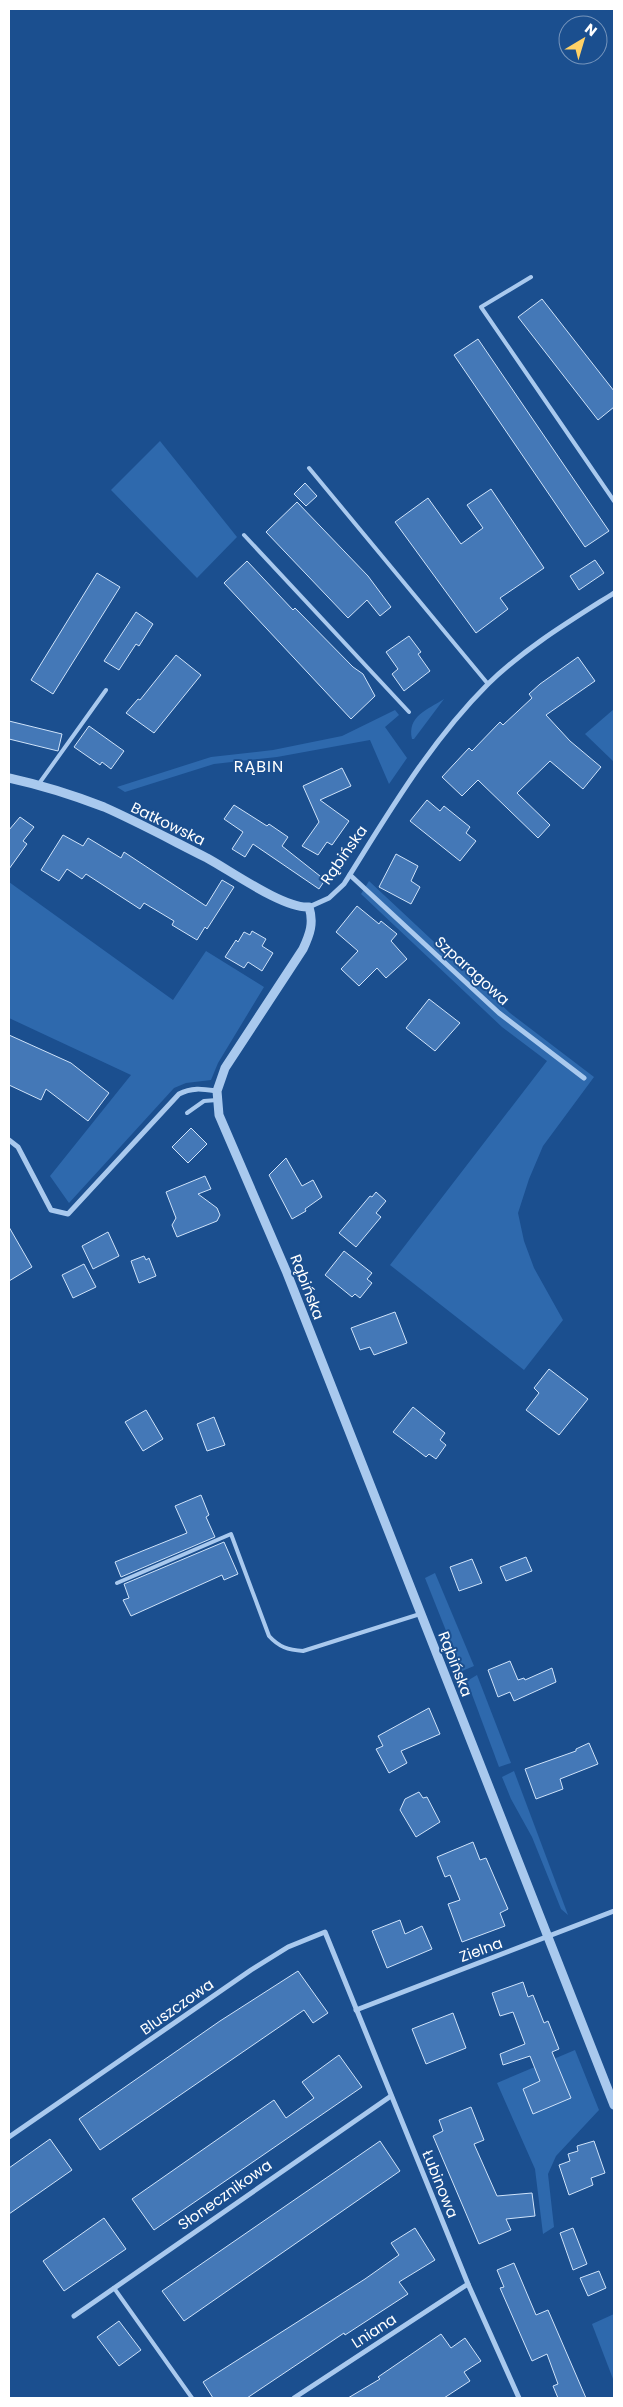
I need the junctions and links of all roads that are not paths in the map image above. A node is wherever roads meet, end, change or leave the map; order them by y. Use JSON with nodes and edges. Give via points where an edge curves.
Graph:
{"nodes":[{"id":1,"x":531,"y":277,"type":"dead end"},
{"id":2,"x":309,"y":468,"type":"dead end"},
{"id":3,"x":614,"y":501,"type":"edge"},
{"id":4,"x":244,"y":535,"type":"dead end"},
{"id":5,"x":614,"y":593,"type":"edge"},
{"id":6,"x":488,"y":684,"type":"junction"},
{"id":7,"x":106,"y":690,"type":"dead end"},
{"id":8,"x":409,"y":712,"type":"dead end"},
{"id":9,"x":9,"y":778,"type":"edge"},
{"id":10,"x":38,"y":785,"type":"junction"},
{"id":11,"x":350,"y":875,"type":"junction"},
{"id":12,"x":309,"y":907,"type":"junction"},
{"id":13,"x":584,"y":1078,"type":"dead end"},
{"id":14,"x":217,"y":1096,"type":"junction"},
{"id":15,"x":187,"y":1112,"type":"dead end"},
{"id":16,"x":9,"y":1140,"type":"edge"},
{"id":17,"x":117,"y":1583,"type":"dead end"},
{"id":18,"x":420,"y":1614,"type":"junction"},
{"id":19,"x":614,"y":1911,"type":"edge"},
{"id":20,"x":547,"y":1937,"type":"junction"},
{"id":21,"x":342,"y":1976,"type":"joint"},
{"id":22,"x":356,"y":2010,"type":"junction"},
{"id":23,"x":391,"y":2096,"type":"junction"},
{"id":24,"x":614,"y":2106,"type":"edge"},
{"id":25,"x":9,"y":2137,"type":"edge"},
{"id":26,"x":468,"y":2284,"type":"junction"},
{"id":27,"x":114,"y":2288,"type":"junction"},
{"id":28,"x":74,"y":2316,"type":"dead end"},
{"id":29,"x":192,"y":2398,"type":"edge"},
{"id":30,"x":294,"y":2398,"type":"edge"},
{"id":31,"x":519,"y":2398,"type":"edge"}],
"edges":[{"from":1,"to":3,"type":"lane","via":[[481,307]]},
{"from":2,"to":6,"type":"lane"},
{"from":4,"to":8,"type":"lane"},
{"from":5,"to":6,"type":"street","name":"Rąbińska","via":[[544,638]]},
{"from":6,"to":11,"type":"street","name":"Rąbińska","via":[[431,748]]},
{"from":7,"to":10,"type":"lane"},
{"from":9,"to":10,"type":"street","name":"Batkowska"},
{"from":10,"to":12,"type":"street","name":"Batkowska","via":[[103,807],[280,899]]},
{"from":11,"to":12,"type":"street","name":"Rąbińska","via":[[336,894]]},
{"from":11,"to":13,"type":"street","name":"Szparagowa","via":[[499,1013]]},
{"from":12,"to":14,"type":"street","via":[[313,918],[303,949],[225,1068]]},
{"from":14,"to":15,"type":"lane"},
{"from":14,"to":16,"type":"street","via":[[194,1089],[179,1094],[68,1214],[51,1210],[18,1147]]},
{"from":14,"to":18,"type":"street","name":"Rąbińska","via":[[218,1115],[267,1223]]},
{"from":17,"to":18,"type":"lane","via":[[231,1534],[269,1636],[288,1650],[303,1651]]},
{"from":18,"to":20,"type":"street","name":"Rąbińska"},
{"from":19,"to":20,"type":"street","name":"Zielna"},
{"from":20,"to":22,"type":"street","name":"Zielna"},
{"from":20,"to":24,"type":"street","name":"Rąbińska"},
{"from":21,"to":22,"type":"street","name":"Łubinowa"},
{"from":21,"to":25,"type":"street","name":"Bluszczowa","via":[[325,1932],[288,1947]]},
{"from":22,"to":23,"type":"street","name":"Łubinowa"},
{"from":23,"to":26,"type":"street","name":"Łubinowa"},
{"from":23,"to":27,"type":"street","name":"Słonecznikowa"},
{"from":26,"to":30,"type":"street","name":"Lniana"},
{"from":26,"to":31,"type":"street","name":"Łubinowa"},
{"from":27,"to":28,"type":"street","name":"Słonecznikowa"},
{"from":27,"to":29,"type":"lane"}]}
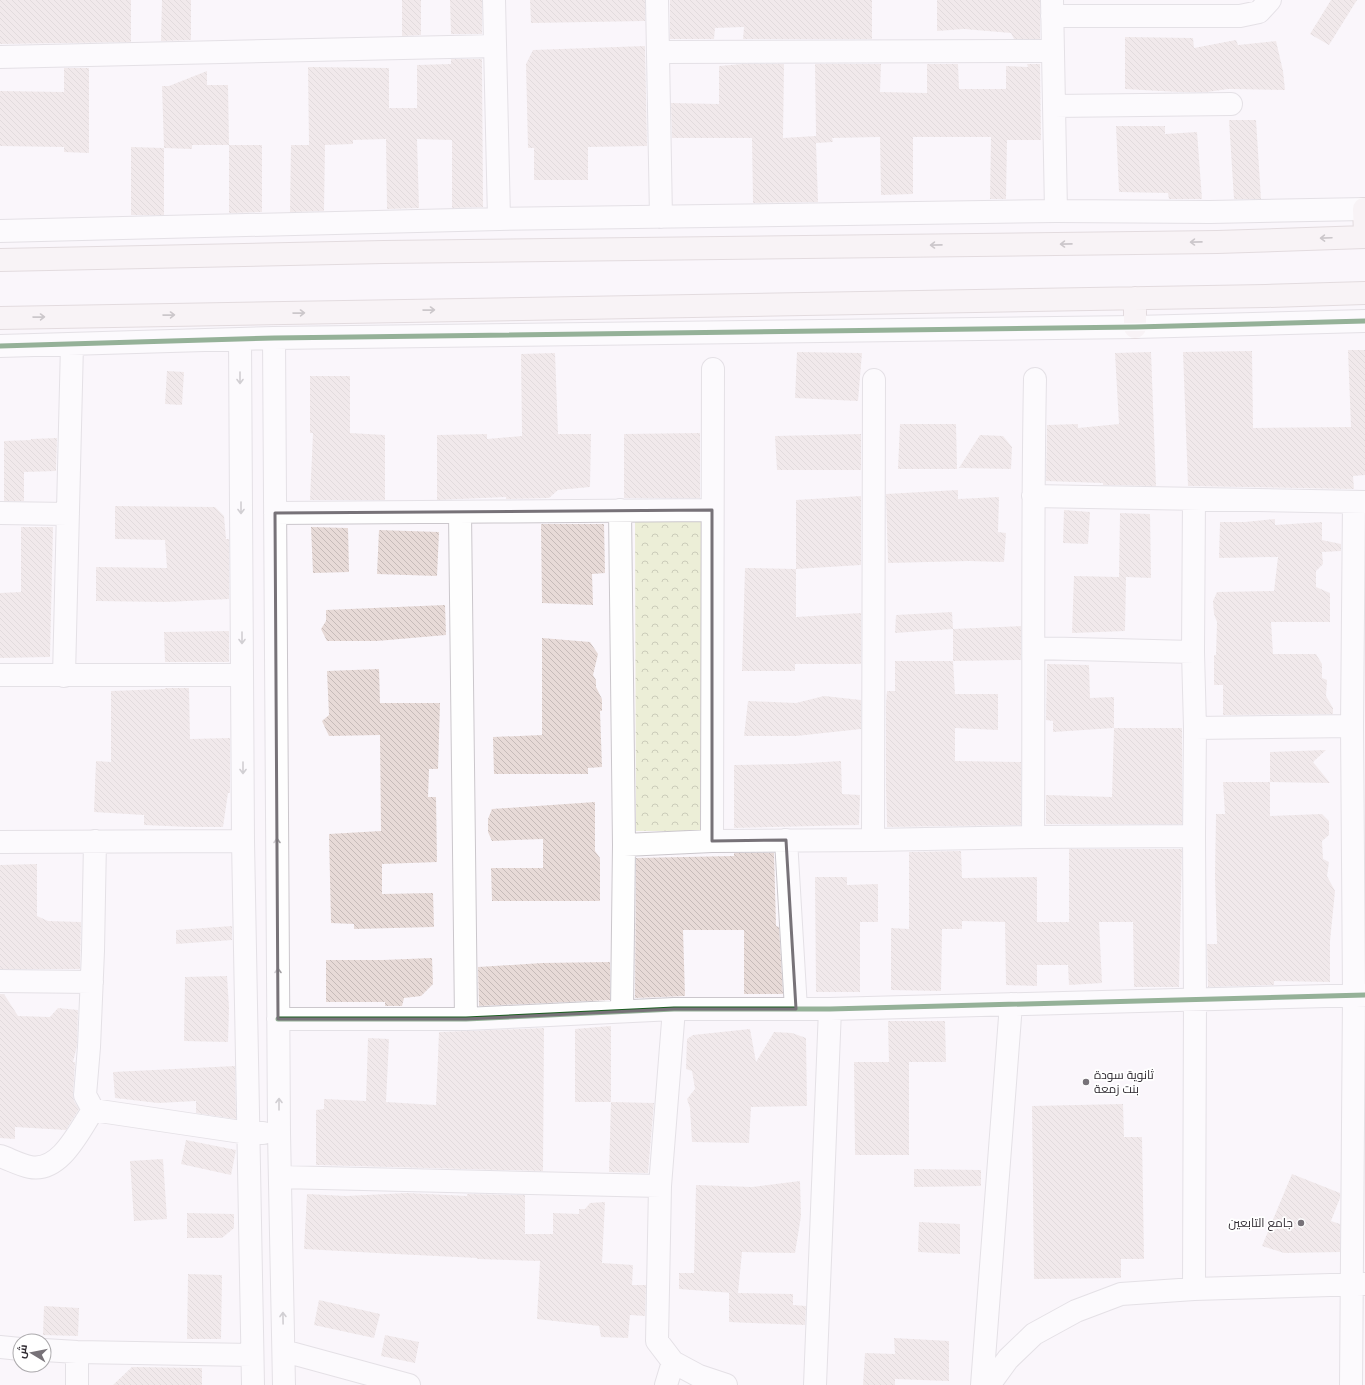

→ **EXERCISE GOAL**
Output the records above character for character, but leave each image out.

→ **WRITTEN REPLY**
I need the junctions and links of all roads that are not paths in the map image above. A node is wherever roads meet, end, change or leave the map; order them by y. Use JSON with nodes and edges. Give via points where an edge curves.
Graph:
{"nodes":[{"id":1,"x":531,"y":277,"type":"dead end"},
{"id":2,"x":309,"y":468,"type":"dead end"},
{"id":3,"x":614,"y":501,"type":"edge"},
{"id":4,"x":244,"y":535,"type":"dead end"},
{"id":5,"x":614,"y":593,"type":"edge"},
{"id":6,"x":488,"y":684,"type":"junction"},
{"id":7,"x":106,"y":690,"type":"dead end"},
{"id":8,"x":409,"y":712,"type":"dead end"},
{"id":9,"x":9,"y":778,"type":"edge"},
{"id":10,"x":38,"y":785,"type":"junction"},
{"id":11,"x":350,"y":875,"type":"junction"},
{"id":12,"x":309,"y":907,"type":"junction"},
{"id":13,"x":584,"y":1078,"type":"dead end"},
{"id":14,"x":217,"y":1096,"type":"junction"},
{"id":15,"x":187,"y":1112,"type":"dead end"},
{"id":16,"x":9,"y":1140,"type":"edge"},
{"id":17,"x":117,"y":1583,"type":"dead end"},
{"id":18,"x":420,"y":1614,"type":"junction"},
{"id":19,"x":614,"y":1911,"type":"edge"},
{"id":20,"x":547,"y":1937,"type":"junction"},
{"id":21,"x":342,"y":1976,"type":"joint"},
{"id":22,"x":356,"y":2010,"type":"junction"},
{"id":23,"x":391,"y":2096,"type":"junction"},
{"id":24,"x":614,"y":2106,"type":"edge"},
{"id":25,"x":9,"y":2137,"type":"edge"},
{"id":26,"x":468,"y":2284,"type":"junction"},
{"id":27,"x":114,"y":2288,"type":"junction"},
{"id":28,"x":74,"y":2316,"type":"dead end"},
{"id":29,"x":192,"y":2398,"type":"edge"},
{"id":30,"x":294,"y":2398,"type":"edge"},
{"id":31,"x":519,"y":2398,"type":"edge"}],
"edges":[{"from":1,"to":3,"type":"lane","via":[[481,307]]},
{"from":2,"to":6,"type":"lane"},
{"from":4,"to":8,"type":"lane"},
{"from":5,"to":6,"type":"street","name":"Rąbińska","via":[[544,638]]},
{"from":6,"to":11,"type":"street","name":"Rąbińska","via":[[431,748]]},
{"from":7,"to":10,"type":"lane"},
{"from":9,"to":10,"type":"street","name":"Batkowska"},
{"from":10,"to":12,"type":"street","name":"Batkowska","via":[[103,807],[280,899]]},
{"from":11,"to":12,"type":"street","name":"Rąbińska","via":[[336,894]]},
{"from":11,"to":13,"type":"street","name":"Szparagowa","via":[[499,1013]]},
{"from":12,"to":14,"type":"street","via":[[313,918],[303,949],[225,1068]]},
{"from":14,"to":15,"type":"lane"},
{"from":14,"to":16,"type":"street","via":[[194,1089],[179,1094],[68,1214],[51,1210],[18,1147]]},
{"from":14,"to":18,"type":"street","name":"Rąbińska","via":[[218,1115],[267,1223]]},
{"from":17,"to":18,"type":"lane","via":[[231,1534],[269,1636],[288,1650],[303,1651]]},
{"from":18,"to":20,"type":"street","name":"Rąbińska"},
{"from":19,"to":20,"type":"street","name":"Zielna"},
{"from":20,"to":22,"type":"street","name":"Zielna"},
{"from":20,"to":24,"type":"street","name":"Rąbińska"},
{"from":21,"to":22,"type":"street","name":"Łubinowa"},
{"from":21,"to":25,"type":"street","name":"Bluszczowa","via":[[325,1932],[288,1947]]},
{"from":22,"to":23,"type":"street","name":"Łubinowa"},
{"from":23,"to":26,"type":"street","name":"Łubinowa"},
{"from":23,"to":27,"type":"street","name":"Słonecznikowa"},
{"from":26,"to":30,"type":"street","name":"Lniana"},
{"from":26,"to":31,"type":"street","name":"Łubinowa"},
{"from":27,"to":28,"type":"street","name":"Słonecznikowa"},
{"from":27,"to":29,"type":"lane"}]}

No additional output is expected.